TASK TO COMPLETE: Going line by line through the entries below, count those that contain "main". Give the number by itself.

DATASET ENTRIES:
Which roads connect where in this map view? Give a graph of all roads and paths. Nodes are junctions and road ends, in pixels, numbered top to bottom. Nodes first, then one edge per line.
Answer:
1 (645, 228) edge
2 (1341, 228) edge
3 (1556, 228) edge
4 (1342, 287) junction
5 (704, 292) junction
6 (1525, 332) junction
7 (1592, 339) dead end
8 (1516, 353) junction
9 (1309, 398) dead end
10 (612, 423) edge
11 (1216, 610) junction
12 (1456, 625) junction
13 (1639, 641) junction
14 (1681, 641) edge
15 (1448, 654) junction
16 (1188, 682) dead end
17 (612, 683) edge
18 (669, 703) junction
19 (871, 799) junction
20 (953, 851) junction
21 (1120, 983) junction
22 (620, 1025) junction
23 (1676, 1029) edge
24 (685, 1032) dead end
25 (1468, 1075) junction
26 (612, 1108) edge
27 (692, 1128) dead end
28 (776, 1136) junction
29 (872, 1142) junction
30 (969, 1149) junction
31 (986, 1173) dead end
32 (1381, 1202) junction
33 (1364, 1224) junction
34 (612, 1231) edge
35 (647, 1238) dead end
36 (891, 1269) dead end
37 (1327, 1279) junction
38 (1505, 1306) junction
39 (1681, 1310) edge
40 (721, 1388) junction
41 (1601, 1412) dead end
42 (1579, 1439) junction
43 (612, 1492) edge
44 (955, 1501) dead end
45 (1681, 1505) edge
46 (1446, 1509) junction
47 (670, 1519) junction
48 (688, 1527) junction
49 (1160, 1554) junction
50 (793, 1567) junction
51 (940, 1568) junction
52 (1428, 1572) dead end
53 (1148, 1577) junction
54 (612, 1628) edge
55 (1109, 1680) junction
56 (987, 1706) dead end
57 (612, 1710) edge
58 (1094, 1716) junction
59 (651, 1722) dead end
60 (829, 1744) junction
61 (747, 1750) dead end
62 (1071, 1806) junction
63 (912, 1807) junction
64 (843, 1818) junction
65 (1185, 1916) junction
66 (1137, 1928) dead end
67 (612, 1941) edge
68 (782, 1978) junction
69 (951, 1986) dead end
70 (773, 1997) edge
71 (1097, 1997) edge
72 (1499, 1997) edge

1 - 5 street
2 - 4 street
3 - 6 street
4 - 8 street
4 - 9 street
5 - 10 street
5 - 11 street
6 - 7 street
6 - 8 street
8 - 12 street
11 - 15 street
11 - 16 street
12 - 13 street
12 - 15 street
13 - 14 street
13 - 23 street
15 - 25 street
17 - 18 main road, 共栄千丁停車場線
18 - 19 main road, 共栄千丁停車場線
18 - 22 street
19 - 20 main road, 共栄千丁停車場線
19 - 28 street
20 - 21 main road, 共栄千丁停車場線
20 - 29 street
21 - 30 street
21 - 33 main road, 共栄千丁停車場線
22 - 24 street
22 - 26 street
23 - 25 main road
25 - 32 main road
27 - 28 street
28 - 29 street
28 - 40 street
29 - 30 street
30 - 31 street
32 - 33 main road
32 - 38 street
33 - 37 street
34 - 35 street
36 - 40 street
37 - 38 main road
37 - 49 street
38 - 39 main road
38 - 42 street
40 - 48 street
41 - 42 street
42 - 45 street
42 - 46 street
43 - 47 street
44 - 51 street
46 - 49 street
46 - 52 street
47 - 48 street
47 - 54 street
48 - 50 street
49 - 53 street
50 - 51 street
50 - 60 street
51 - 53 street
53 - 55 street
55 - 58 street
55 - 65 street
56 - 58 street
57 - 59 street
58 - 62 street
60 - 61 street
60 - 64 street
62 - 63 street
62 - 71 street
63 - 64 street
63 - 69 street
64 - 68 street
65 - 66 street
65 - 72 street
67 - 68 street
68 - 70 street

OUTPUT BELOW: 10